Describing Controlled Variables

That is not what I have described. What I have said is

I do not claim that speech recognition involves only articulatory perceptions. No one denies that auditory perceptions are involved, least of all these people at Haskins, the lab that invented sound spectrograms and has contributed a huge proportion of the work in acoustic phonetics and speech synthesis. A fundamental problem is that the acoustic data are not sufficient alone. The relationship between recognized words and discernable features in the acoustic signal is too disorderly.

This is why successful speech recognition systems must employ elaborate statistical processing to take into account wider context of probabilistic data. An exclusively auditory account of speech perception is defective. Likewise an exclusively articulatory account is defective. The two are complementary aspects of a comprehensive account, and always have been, from the very beginnings of the study of phonetics. ‘The motor theory of speech perception’ is only controversial when (as that name implies) it is taken to be the complete account exclusive of auditory perception. That appears to be the sense in which you are taking it.

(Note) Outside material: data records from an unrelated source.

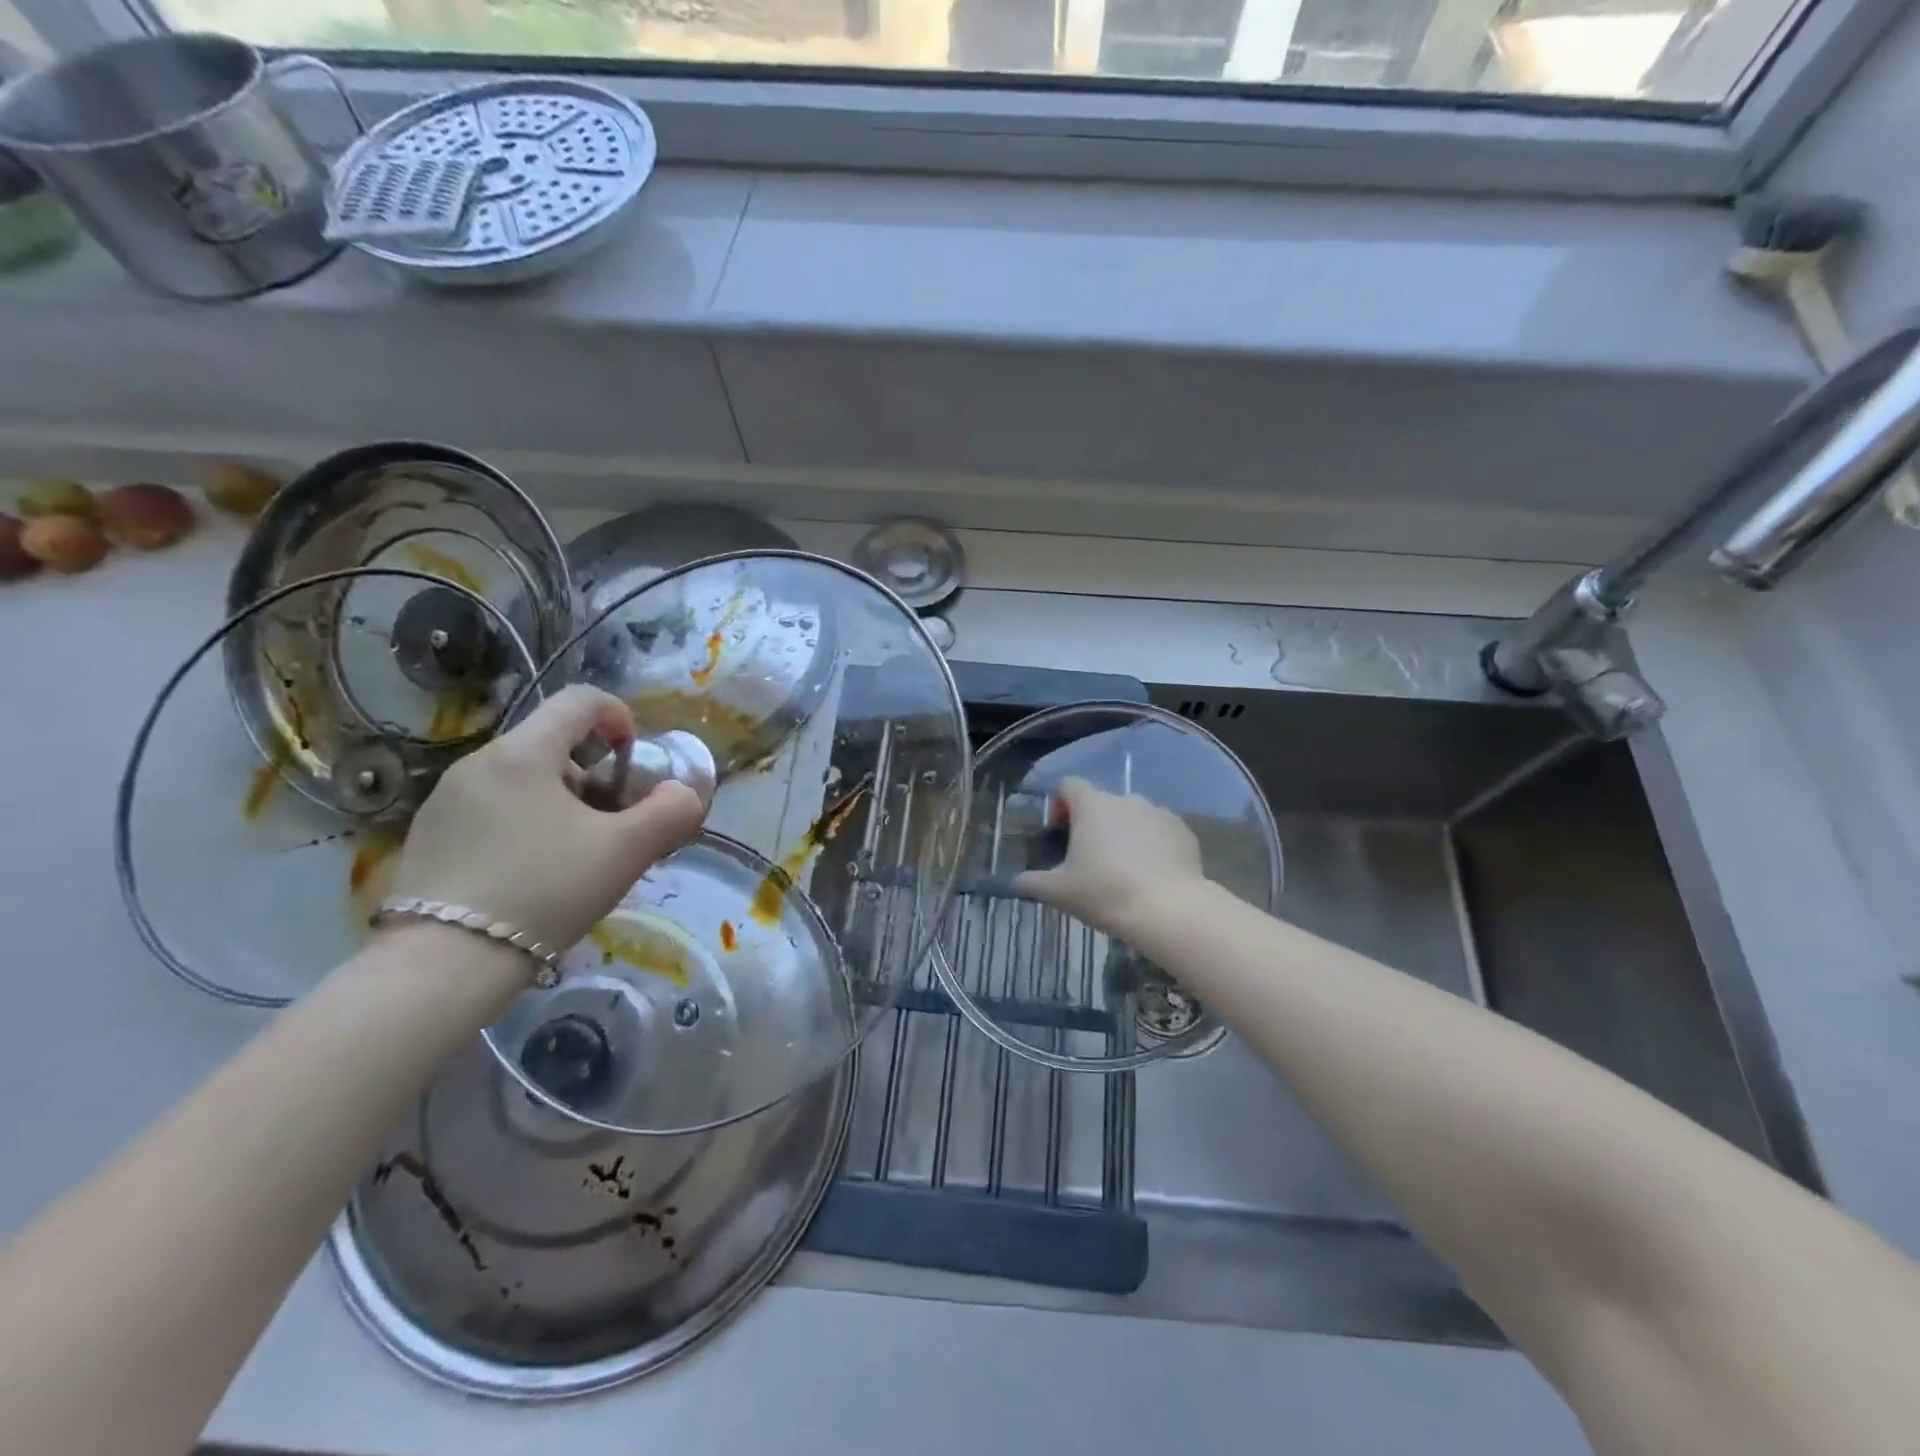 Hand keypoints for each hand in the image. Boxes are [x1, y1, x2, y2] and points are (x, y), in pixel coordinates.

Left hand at [389, 685, 706, 952]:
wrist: (443, 964)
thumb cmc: (544, 891)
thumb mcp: (625, 851)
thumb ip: (670, 812)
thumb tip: (683, 793)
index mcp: (523, 753)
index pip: (580, 701)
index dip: (620, 718)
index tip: (634, 761)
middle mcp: (479, 762)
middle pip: (553, 741)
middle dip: (596, 771)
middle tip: (613, 820)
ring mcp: (447, 798)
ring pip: (523, 777)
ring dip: (563, 799)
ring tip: (577, 851)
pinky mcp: (430, 833)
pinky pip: (494, 806)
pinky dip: (527, 821)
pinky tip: (534, 871)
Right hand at [1014, 777, 1205, 936]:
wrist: (1169, 909)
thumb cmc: (1105, 893)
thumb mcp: (1058, 892)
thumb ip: (1032, 882)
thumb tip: (1015, 881)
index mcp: (1092, 805)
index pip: (1069, 785)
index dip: (1060, 805)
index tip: (1059, 834)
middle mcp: (1126, 799)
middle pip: (1101, 802)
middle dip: (1092, 825)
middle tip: (1087, 860)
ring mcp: (1159, 813)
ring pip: (1132, 816)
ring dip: (1123, 834)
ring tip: (1122, 870)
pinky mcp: (1184, 832)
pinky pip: (1159, 832)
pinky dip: (1151, 846)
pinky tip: (1150, 876)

Another way to state what I have said is that we use the same systems to perceive words as we use to produce words. This should hardly be controversial. For negative-feedback control it is necessary to perceive what one is producing, and control keeps those perceptions in conformity with what one intends to produce. Production of observable effects and perception of those effects are complementary aspects of control in producing words. To deny that both auditory perceptions and articulatory perceptions enter the input functions for perceiving words, whether in our own speech or words from another source, would require special explanation. When we perceive another’s words, the articulatory perceptions are copies of reference signals for articulatory control, reference signals issuing from the word-perceiving systems. This is supported by the Iljina et al. reference above, for example. The location of the source of the words does not require us to switch from one set of control loops to another.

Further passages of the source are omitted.